As Bloomberg notes, the extent of losses that CLO bonds incur depends on the deals’ exposure to downgrades and other negative ratings actions on the underlying loans, as well as the bonds’ priority in the capital structure. How much cushion the bonds have either from asset coverage or cash flow diverted from riskier debt that sits below them is also a factor.
In any event, the more severe the downgrades, the greater the impairments for structured investors, with losses potentially stretching deep into the A-space. And while Moody’s said it usually tries to conclude its ratings reviews within 90 days, the “high degree of uncertainty” of the current environment may mean it takes longer.
Or not: in summarizing the surge in deep junk rated companies, the rating agency said that “key indicators flashing red on an alarming rise in spec-grade credit stress, increasing defaults” and added that “a wide range of industry outlooks turned negative in the first quarter of 2020, based in large part on the economic consequences of the coronavirus outbreak.” Worse, “the share of companies carrying B3 ratings is much higher than at the start of 2009, providing tinder to fuel future downgrades. These companies will find it difficult to refinance debt in deteriorating economic conditions and, once downgraded, could ultimately face a default if markets remain shut to lower-rated issuers.”

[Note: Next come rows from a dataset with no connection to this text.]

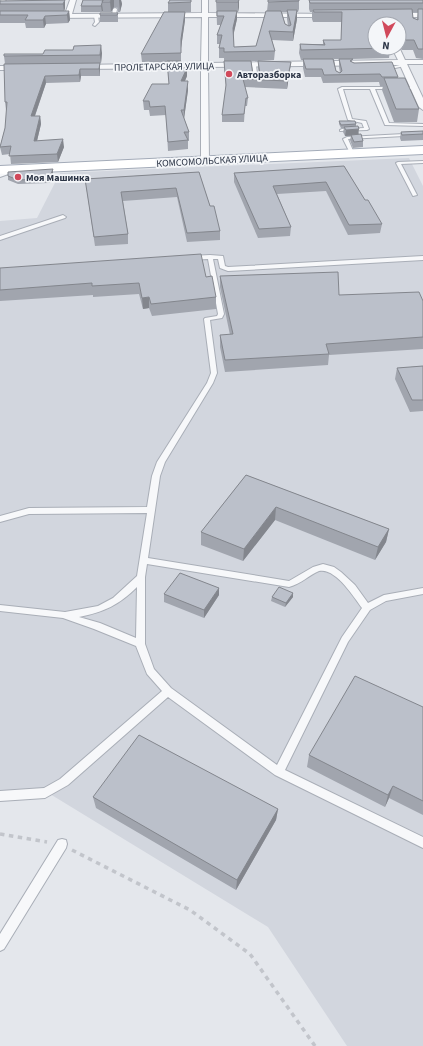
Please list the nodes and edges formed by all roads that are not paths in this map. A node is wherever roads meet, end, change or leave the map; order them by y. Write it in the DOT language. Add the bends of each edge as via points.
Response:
graph roads {
  1 [pos="4,0"];
  2 [pos="73,0"];
  3 [pos="205,0"];
  4 [pos="0,3"];
  5 [pos="344,15"];
  6 [pos="382,15"];
  7 [pos="413,15"];
  8 [pos="423,15"];
  9 [pos="38,16"];
  10 [pos="68,16"];
  11 [pos="96,16"];
  12 [pos="205,16"];
  13 [pos="415,22"];
  14 [pos="95,24"];
  15 [pos="400,56"];
  16 [pos="423,62"];
  17 [pos="403,64"];
  18 [pos="203,65"];
  19 [pos="254,65"];
  20 [pos="71,67"];
  21 [pos="32,68"];
  22 [pos="0,69"];
  23 [pos="380,69"];
  24 [pos="256,82"];
  25 [pos="415,86"];
  26 [pos="372,88"];
  27 [pos="423,107"];
  28 [pos="423,125"];
  29 [pos="342,130"];
  30 [pos="423,134"];
  31 [pos="423,150"];
  32 [pos="352,153"];
  33 [pos="204,161"];
  34 [pos="423,162"];
  35 [pos="0,170"];
  36 [pos="14,170"];
  37 [pos="0,176"];
  38 [pos="416,195"];
  39 [pos="63,217"];
  40 [pos="0,238"];
  41 [pos="210,257"];
  42 [pos="423,258"];
  43 [pos="187,259"];
  44 [pos="151,510"];
  45 [pos="0,519"];
  46 [pos="143,560"];
  47 [pos="141,577"];
  48 [pos="423,591"];
  49 [pos="0,608"];
  50 [pos="367,608"];
  51 [pos="63,615"];
  52 [pos="140,644"];
  53 [pos="168,691"];
  54 [pos="279,772"];
  55 [pos="0,796"];
  56 [pos="423,843"];
  57 [pos="62,844"];
  58 [pos="0,945"];
  1 -- 4 [label="lane"];
  2 -- 10 [label="street"];
  3 -- 12 [label="street"];
  5 -- 12 [label="street" via="283,18"];
  6 -- 7 [label="street"];
  7 -- 8 [label="street"];
  7 -- 13 [label="lane"];
  9 -- 10 [label="street"];
  10 -- 11 [label="street"];
  11 -- 12 [label="street" via="114,12"];
  11 -- 14 [label="lane"];
  12 -- 18 [label="street"];
  15 -- 17 [label="street"];
  16 -- 17 [label="street, ПРОЛЕТАРСКАЯ УЛИЦА"];
  17 -- 19 [label="street, ПРОЛЕТАРСКАЯ УЛИЦА" via="335,67"];
  17 -- 23 [label="lane"];
  17 -- 25 [label="street"];
  18 -- 19 [label="street, ПРОЛЕТАРСКАЯ УЛИЦА"];
  18 -- 20 [label="street, ПРОЛЕТАРСКАЯ УЛИЦА"];
  18 -- 33 [label="street"];
  19 -- 24 [label="lane"];
  21 -- 22 [label="street"];
  25 -- 26 [label="lane"];
  25 -- 27 [label="street"];
  26 -- 28 [label="lane" via="387,124"];
  26 -- 29 [label="lane" via="340,89 350,120 364,122 367,129"];
  30 -- 32 [label="lane" via="347,138 345,139"];
  31 -- 32 [label="main road, КОМСОМОЛЬСКАЯ УЛИЦА"];
  32 -- 33 [label="main road, КОМСОМОЛЬСКАЯ УЛИЦА"];
  33 -- 36 [label="main road, КОМСОМОЛЬСКАЯ УЛИЦА"];
  34 -- 38 [label="lane" via="398,164"];
  35 -- 36 [label="main road, КОМСОМОЛЬСКАЯ УЛИЦА"];
  36 -- 37 [label="lane"];
  39 -- 40 [label="lane"];
  41 -- 42 [label="lane" via="221,257 222,267 228,269"];
  41 -- 43 [label="lane"];
  41 -- 44 [label="lane" via="221,314 220,317 207,319 214,373 161,462 156,476"];
  44 -- 45 [label="lane" via="29,512"];
  44 -- 46 [label="lane"];
  46 -- 47 [label="lane"];
  46 -- 50 [label="lane" via="289,584 302,580 317,568 330,568"];
  47 -- 51 [label="lane" via="109,606 94,612"];
  47 -- 52 [label="lane"];
  48 -- 50 [label="lane" via="384,598"];
  49 -- 51 [label="lane"];
  50 -- 54 [label="lane" via="346,640"];
  51 -- 52 [label="lane"];
  52 -- 53 [label="lane" via="150,670"];
  53 -- 54 [label="lane"];
  53 -- 55 [label="lane" via="64,782 45,793"];
  54 -- 56 [label="lane"];
  57 -- 58 [label="lane"];
}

Moody’s warning comes just hours after S&P also on Friday put 155 CLO bonds on review, accounting for about 6.3% of its rated CLO securities.
And while some may say the Fed will fix it, recall that the expanded Term Asset-Backed Securities Loan Facility (TALF) announced by the Fed last Thursday only buys AAA-rated bonds of CLOs, which after the Moody’s downgrade is complete, will not only collapse in nominal size but will mean that any further attempts to stabilize the CLO space will require yet another Fed backstop of even riskier – i.e., rated AA and lower – structured products.